Records excerpted from a collection:
———

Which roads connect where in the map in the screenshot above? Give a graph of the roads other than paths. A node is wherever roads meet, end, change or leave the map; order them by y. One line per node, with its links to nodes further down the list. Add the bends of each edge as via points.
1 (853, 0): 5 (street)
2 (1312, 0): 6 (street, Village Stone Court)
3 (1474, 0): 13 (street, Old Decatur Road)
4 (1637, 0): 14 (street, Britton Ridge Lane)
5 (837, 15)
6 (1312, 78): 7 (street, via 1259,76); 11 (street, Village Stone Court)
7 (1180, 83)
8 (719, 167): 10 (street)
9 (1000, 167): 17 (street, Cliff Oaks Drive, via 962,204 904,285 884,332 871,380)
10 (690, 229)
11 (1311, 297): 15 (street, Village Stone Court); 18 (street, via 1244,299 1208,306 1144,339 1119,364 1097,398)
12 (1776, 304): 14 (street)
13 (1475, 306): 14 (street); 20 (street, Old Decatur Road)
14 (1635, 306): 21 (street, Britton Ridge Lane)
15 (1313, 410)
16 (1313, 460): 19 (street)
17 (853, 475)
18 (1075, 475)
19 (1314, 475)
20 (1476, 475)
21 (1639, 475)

———

### WORK INSTRUCTIONS
Nothing is to be left out: set down all the records again exactly.

### EXERCISE ANSWER
Which roads connect where in the map in the screenshot above? Give a graph of the roads other than paths. A node is wherever roads meet, end, change or leave the map; order them by y. One line per node, with its links to nodes further down the list. Add the bends of each edge as via points.
1 (853, 0): 5 (street)
2 (1312, 0): 6 (street, Village Stone Court)
3 (1474, 0): 13 (street, Old Decatur Road)
4 (1637, 0): 14 (street, Britton Ridge Lane)
5 (837, 15)
6 (1312, 78): 7 (street, via 1259,76); 11 (street, Village Stone Court)
7 (1180, 83)
8 (719, 167): 10 (street)
9 (1000, 167): 17 (street, Cliff Oaks Drive, via 962,204 904,285 884,332 871,380)
10 (690, 229)
11 (1311, 297): 15 (street, Village Stone Court); 18 (street, via 1244,299 1208,306 1144,339 1119,364 1097,398)
12 (1776, 304): 14 (street)
13 (1475, 306): 14 (street); 20 (street, Old Decatur Road)
14 (1635, 306): 21 (street, Britton Ridge Lane)
15 (1313, 410)
16 (1313, 460): 19 (street)
17 (853, 475)
18 (1075, 475)
19 (1314, 475)
20 (1476, 475)
21 (1639, 475)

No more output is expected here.